_ACTIVITY:_ Your answer should consist of the lines in the data below that contain "Barrett".
--------
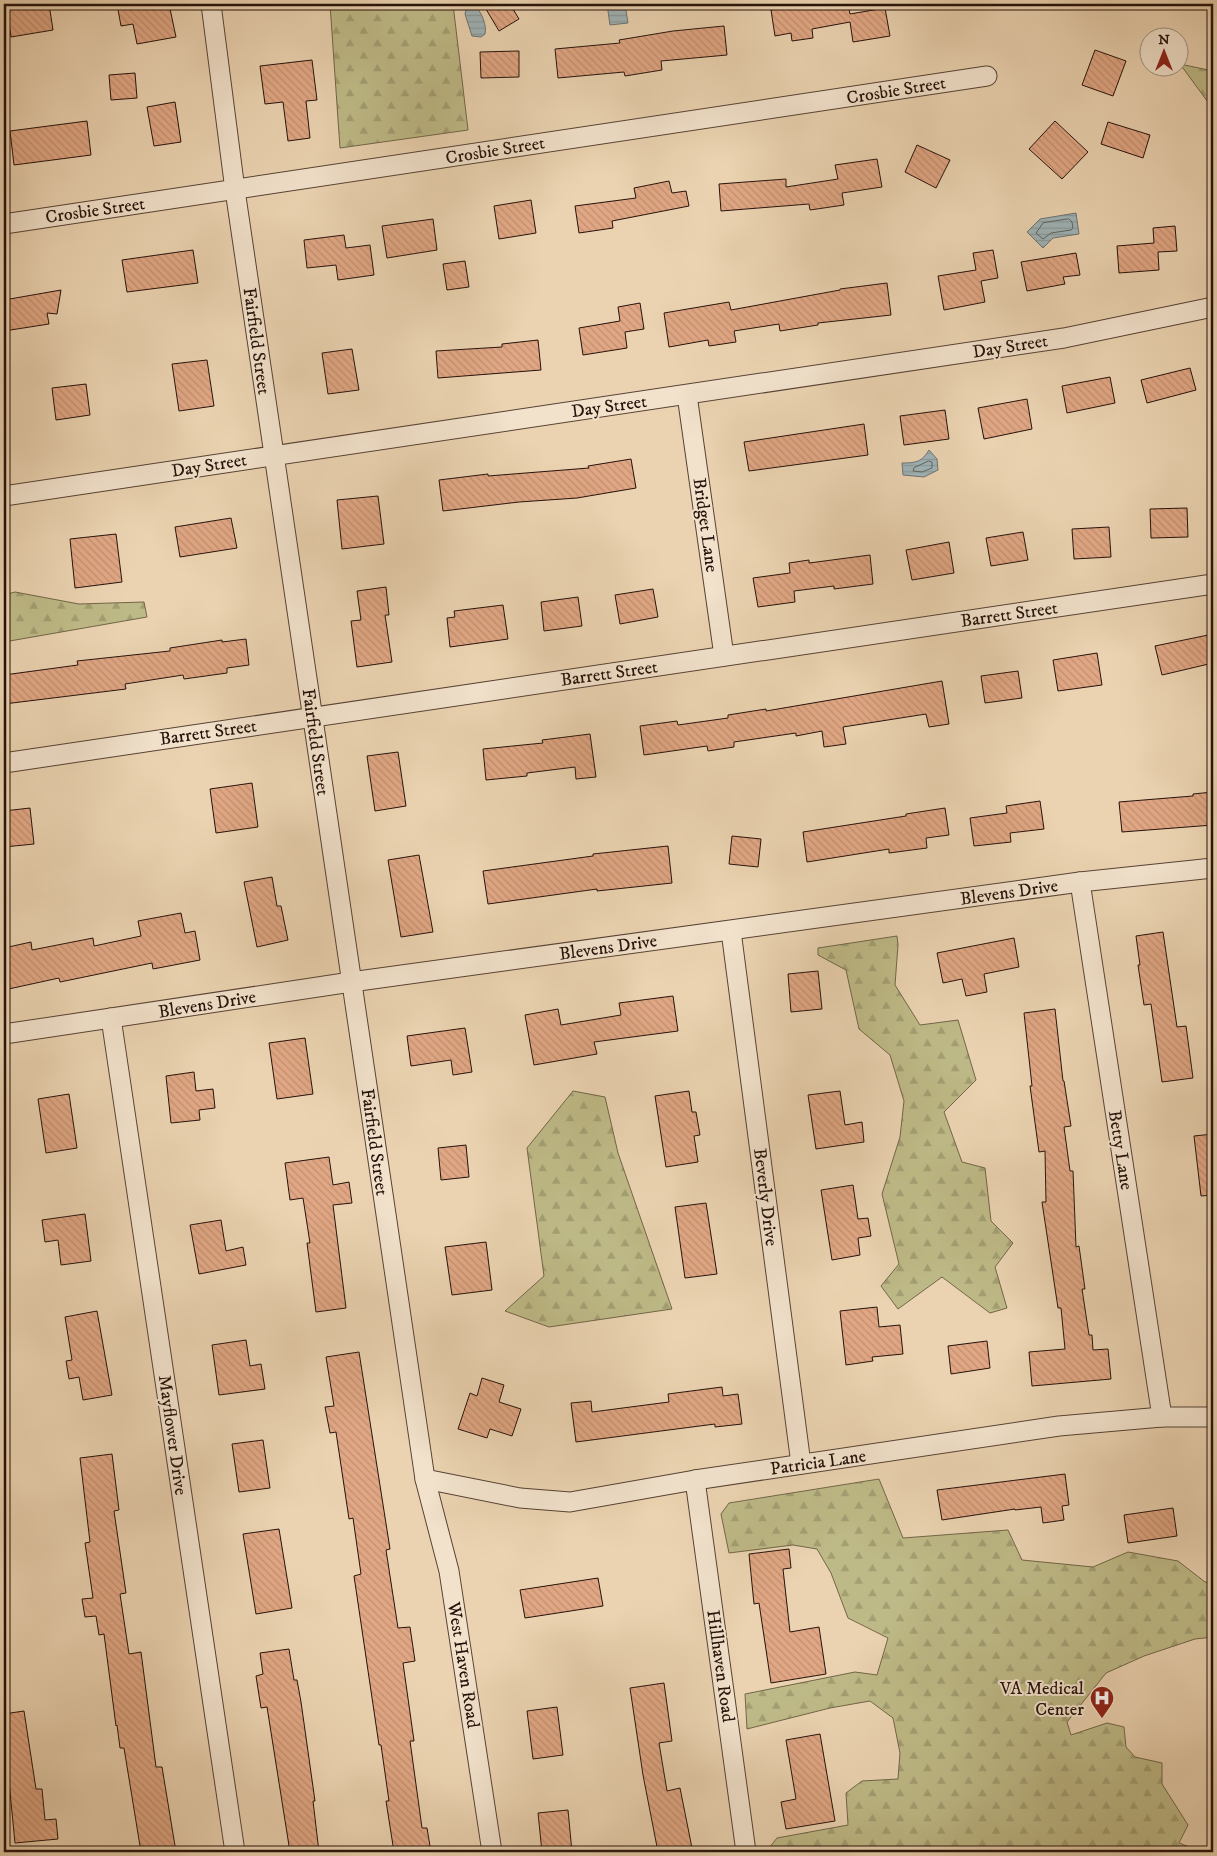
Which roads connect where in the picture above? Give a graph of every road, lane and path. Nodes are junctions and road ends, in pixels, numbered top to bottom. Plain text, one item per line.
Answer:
1 (210, 4) edge
2 (987, 76) dead end
3 (235, 190) junction
4 (4, 224) edge
5 (1213, 307) edge
6 (687, 395) junction
7 (274, 455) junction
8 (4, 496) edge
9 (1213, 584) edge
10 (724, 656) junction
11 (312, 717) junction
12 (4, 762) edge
13 (1213, 868) edge
14 (1080, 882) junction
15 (731, 931) junction
16 (351, 982) junction
17 (111, 1018) junction
18 (4, 1034) edge
19 (1162, 1417) junction
20 (1213, 1417) edge
21 (801, 1464) junction
22 (425, 1479) junction
23 (695, 1480) junction
24 (235, 1852) edge
25 (492, 1852) edge
26 (746, 1852) edge

1 - 3 street, Fairfield Street
2 - 3 street, Crosbie Street
3 - 4 street, Crosbie Street
3 - 7 street, Fairfield Street
5 - 6 street, Day Street
6 - 7 street, Day Street
6 - 10 street, Bridget Lane
7 - 8 street, Day Street
7 - 11 street, Fairfield Street
9 - 10 street, Barrett Street
10 - 11 street, Barrett Street
11 - 12 street, Barrett Street
11 - 16 street, Fairfield Street
13 - 14 street, Blevens Drive
14 - 15 street, Blevens Drive
14 - 19 street, Betty Lane
15 - 16 street, Blevens Drive
15 - 21 street, Beverly Drive
16 - 17 street, Blevens Drive
16 - 22 street, Fairfield Street
17 - 18 street, Blevens Drive
17 - 24 street, Mayflower Drive
19 - 20 street, Patricia Lane
19 - 21 street, Patricia Lane
21 - 23 street, Patricia Lane
22 - 23 street, Patricia Lane
22 - 25 street, West Haven Road
23 - 26 street, Hillhaven Road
--------
_RESULT FOR THIS EXERCISE:_
9 - 10 street, Barrett Street
10 - 11 street, Barrett Street
11 - 12 street, Barrett Street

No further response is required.